Still, though I had that one thing that I knew I was good at, the deep conviction that basic, simple things that most other people instinctively understand and know how to do and that I just fundamentally don’t get has hounded me my entire life. In grade school, I dreaded being asked to make anything, knowing that my classmates would turn in projects — models of California’s historic missions, dioramas of Hitchhiker’s Guide to the Galaxy — that were detailed and beautiful, while my creations, made while swimming in feelings of helplessness and hopelessness, would just be sad little things. That same feeling persists today, a sense that I just don’t get a lot of the fundamentals that many other people take for granted. It’s been worse lately, because I can’t seem to figure out anything anymore that I’m both good at and that the marketplace actually values, so I have no idea what my professional future looks like, and I’m terrified, and I feel like a failure.

But I believe that there is a place inside me where my spirit remains undaunted, where I am still the same whole, compassionate person I was before decades of fear and shame and trauma and dissociation distanced me from myself. I believe that even while I constantly worry that I’m not and never will be enough — that my life is too ramshackle to accommodate another, that I don’t have the experience or the interpersonal awareness to connect deeply with another person in the way I so desperately want to — my true self knows that she is enough. And when my little Animal Crossing avatar hopped into that bed in her makeshift t-shirt with that smile on her face, I felt that there was a sense in which I was looking at a representation, a manifestation, of that true self, and that she — I — was giving me a glimpse of who I am underneath the fear and shame that has overshadowed my life.

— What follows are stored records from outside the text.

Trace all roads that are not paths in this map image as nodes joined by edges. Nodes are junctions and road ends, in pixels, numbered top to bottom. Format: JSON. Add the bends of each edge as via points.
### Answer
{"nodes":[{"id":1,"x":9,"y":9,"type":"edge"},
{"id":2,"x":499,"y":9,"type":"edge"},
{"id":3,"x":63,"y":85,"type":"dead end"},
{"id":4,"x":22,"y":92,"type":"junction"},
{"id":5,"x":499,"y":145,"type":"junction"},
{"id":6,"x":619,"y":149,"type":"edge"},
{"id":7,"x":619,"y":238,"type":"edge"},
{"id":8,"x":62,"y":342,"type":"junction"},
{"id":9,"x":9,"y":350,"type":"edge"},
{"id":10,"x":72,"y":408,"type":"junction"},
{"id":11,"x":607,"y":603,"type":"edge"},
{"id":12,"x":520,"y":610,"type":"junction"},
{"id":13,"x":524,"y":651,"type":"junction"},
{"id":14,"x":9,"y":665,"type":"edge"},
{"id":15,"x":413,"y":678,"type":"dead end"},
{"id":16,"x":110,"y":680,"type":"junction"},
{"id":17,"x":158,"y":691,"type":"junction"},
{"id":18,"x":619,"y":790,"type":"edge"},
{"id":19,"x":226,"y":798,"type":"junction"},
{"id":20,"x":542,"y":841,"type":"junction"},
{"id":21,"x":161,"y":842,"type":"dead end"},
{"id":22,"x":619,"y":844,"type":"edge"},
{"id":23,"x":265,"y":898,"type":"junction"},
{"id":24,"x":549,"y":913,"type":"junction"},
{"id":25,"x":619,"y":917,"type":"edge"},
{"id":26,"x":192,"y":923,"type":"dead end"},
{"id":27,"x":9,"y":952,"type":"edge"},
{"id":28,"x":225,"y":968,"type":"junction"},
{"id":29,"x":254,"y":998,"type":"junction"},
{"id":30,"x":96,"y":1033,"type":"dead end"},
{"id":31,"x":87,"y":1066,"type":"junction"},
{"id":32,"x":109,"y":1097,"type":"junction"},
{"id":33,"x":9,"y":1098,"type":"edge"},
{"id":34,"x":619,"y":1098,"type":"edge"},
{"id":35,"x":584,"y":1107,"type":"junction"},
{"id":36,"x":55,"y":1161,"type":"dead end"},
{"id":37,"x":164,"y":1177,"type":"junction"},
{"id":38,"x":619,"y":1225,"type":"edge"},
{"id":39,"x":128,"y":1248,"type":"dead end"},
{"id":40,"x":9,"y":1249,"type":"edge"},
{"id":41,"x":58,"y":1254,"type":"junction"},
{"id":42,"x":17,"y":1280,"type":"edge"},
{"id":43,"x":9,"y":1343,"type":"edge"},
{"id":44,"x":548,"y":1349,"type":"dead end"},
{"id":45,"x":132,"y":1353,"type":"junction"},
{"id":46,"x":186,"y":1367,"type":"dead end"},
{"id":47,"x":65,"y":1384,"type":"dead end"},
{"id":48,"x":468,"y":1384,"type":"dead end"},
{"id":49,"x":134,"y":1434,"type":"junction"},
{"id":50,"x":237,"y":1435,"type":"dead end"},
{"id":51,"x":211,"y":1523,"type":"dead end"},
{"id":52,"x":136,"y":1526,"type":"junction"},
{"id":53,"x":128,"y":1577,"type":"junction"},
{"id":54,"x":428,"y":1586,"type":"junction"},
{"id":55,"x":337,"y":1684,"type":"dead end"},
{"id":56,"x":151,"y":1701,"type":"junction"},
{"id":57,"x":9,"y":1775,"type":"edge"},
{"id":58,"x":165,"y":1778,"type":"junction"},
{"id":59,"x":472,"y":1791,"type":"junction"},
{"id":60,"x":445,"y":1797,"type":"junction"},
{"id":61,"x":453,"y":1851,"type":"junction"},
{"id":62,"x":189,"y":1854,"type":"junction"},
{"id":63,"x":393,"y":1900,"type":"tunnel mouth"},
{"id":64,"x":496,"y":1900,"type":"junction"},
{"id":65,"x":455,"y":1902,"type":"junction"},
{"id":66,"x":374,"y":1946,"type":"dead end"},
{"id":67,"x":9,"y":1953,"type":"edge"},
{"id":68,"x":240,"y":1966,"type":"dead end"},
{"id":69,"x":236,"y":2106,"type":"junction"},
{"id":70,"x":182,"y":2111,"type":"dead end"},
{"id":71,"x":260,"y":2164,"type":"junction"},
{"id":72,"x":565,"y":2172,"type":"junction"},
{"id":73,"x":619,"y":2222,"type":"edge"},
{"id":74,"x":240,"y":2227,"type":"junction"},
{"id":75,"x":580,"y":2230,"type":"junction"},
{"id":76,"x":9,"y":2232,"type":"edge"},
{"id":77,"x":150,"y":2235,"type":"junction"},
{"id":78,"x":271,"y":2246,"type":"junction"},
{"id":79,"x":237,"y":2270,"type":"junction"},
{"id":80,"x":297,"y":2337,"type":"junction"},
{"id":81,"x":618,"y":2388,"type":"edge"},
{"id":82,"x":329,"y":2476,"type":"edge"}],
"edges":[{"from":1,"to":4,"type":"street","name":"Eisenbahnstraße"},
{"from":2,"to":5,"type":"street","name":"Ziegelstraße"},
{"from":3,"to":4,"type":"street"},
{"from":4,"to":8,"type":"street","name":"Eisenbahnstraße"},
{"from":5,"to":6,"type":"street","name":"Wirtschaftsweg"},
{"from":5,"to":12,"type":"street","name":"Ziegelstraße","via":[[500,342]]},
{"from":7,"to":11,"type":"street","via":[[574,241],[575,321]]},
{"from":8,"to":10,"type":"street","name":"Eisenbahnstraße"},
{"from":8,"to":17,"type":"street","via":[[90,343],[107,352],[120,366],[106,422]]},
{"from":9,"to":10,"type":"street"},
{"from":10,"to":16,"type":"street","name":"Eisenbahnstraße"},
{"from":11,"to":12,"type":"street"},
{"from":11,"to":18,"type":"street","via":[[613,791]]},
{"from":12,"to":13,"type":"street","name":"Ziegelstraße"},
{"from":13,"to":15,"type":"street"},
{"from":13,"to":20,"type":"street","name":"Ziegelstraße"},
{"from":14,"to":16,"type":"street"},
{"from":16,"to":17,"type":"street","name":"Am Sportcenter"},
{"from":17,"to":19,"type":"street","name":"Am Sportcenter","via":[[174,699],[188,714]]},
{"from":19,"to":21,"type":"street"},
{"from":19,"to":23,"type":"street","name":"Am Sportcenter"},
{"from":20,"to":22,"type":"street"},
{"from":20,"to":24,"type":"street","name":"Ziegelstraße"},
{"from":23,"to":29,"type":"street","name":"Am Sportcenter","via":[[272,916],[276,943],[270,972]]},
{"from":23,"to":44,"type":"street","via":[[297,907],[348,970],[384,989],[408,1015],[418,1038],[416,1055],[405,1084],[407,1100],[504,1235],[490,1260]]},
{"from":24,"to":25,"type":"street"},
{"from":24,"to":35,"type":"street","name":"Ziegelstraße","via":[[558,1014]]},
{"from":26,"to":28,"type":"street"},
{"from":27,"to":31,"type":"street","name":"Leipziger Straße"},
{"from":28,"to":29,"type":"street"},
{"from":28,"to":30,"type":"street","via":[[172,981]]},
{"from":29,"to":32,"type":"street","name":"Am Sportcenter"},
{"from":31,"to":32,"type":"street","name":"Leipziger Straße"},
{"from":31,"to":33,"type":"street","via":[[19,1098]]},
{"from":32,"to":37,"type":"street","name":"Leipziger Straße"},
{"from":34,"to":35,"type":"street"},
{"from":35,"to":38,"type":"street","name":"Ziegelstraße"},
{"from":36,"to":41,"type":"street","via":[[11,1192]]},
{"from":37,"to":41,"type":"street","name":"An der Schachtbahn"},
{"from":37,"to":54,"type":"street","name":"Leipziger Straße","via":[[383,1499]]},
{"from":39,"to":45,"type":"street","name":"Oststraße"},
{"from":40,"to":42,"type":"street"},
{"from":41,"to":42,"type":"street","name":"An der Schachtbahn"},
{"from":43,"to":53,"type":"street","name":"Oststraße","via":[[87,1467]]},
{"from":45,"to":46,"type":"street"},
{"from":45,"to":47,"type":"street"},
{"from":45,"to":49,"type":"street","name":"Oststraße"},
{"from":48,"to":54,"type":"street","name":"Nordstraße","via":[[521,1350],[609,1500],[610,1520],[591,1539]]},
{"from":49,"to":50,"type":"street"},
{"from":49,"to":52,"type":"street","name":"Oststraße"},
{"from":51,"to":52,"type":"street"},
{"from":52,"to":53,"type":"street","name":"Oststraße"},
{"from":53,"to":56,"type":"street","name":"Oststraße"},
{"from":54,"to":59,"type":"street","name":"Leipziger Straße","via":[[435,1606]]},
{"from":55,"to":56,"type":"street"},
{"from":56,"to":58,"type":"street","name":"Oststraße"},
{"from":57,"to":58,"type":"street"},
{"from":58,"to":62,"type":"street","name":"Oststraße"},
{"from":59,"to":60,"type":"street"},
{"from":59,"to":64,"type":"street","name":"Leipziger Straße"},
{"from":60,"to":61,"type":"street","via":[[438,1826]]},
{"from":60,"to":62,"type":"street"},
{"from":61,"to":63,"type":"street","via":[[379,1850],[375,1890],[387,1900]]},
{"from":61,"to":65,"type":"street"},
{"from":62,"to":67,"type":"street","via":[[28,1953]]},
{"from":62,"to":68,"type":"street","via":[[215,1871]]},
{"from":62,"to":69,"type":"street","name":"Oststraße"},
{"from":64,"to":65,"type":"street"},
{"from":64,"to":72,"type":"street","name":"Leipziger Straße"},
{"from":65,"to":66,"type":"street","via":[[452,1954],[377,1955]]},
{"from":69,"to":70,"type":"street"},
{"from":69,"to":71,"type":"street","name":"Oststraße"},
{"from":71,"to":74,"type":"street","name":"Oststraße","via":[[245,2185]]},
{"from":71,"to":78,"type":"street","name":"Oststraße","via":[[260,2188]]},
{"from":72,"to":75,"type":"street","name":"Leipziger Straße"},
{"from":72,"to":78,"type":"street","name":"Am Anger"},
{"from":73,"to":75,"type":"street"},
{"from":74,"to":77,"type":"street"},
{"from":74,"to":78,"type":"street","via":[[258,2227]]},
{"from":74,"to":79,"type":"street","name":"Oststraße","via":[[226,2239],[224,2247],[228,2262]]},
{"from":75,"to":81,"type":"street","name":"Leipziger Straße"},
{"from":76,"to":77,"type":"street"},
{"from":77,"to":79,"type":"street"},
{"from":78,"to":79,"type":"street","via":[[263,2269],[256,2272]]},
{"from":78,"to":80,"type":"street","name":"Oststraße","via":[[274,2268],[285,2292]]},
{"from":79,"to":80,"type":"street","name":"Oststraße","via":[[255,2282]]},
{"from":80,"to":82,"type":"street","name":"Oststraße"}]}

On Twitter I see people posting photos of their elaborate, immaculate Animal Crossing setups. People who have everything arranged just so. Some of them probably were once the kids who made me feel, in comparison, so inadequate and broken in grade school. Now, I see their Animal Crossing homes and gardens and islands and am still impressed by the order, the aesthetic sensibility, the style, and I see how my little house and my plot of land are comparatively simple, slipshod even. But now I can admire theirs and still like my own. Now I can catch the shame before it can pounce on me. It’s funny that it’s taken me well into adulthood to even start understanding what Mr. Rogers meant when he said “I’m not very good at it but it doesn’t matter.” Seeing her, this version of myself, who knows that she is enough on her desert island, helps me in some small way know that I am enough here in the world of people, even if the world is always telling me that I’m not.

There’s a line I love in the film Frances Ha. The line is:

Frances Ha

The truth is that I do, too, even if I’m often too ashamed or afraid to admit it. Here on my Animal Crossing island, though, I can embrace this aspect of myself. I can like my creations in all their awkward imperfections. Here I don’t have to worry about not passing, I don’t have to worry about the world’s judgment. Here I can rock a skirt because I feel like it without worrying that this will draw more hostility my way.

It’s not that here in Animal Crossing, I finally feel like I can succeed at the things that I’ve always fumbled and failed at. It’s that I feel like I can accept that I don’t succeed at them, not in the way most people define success anyway, but that this can have its own kind of beauty and value.

Here it’s okay to not have all your shit together. It’s okay to live a life askew. Here I can be enough. For myself. And for another. And because that little avatar is really just a manifestation of me, a version of me who creates what she feels like creating and whose vision isn’t narrowed by fear and who knows that she is enough just as she is, she’s giving me something to take back with me when I return to the real world, too: a clearer, more loving and compassionate vision of myself.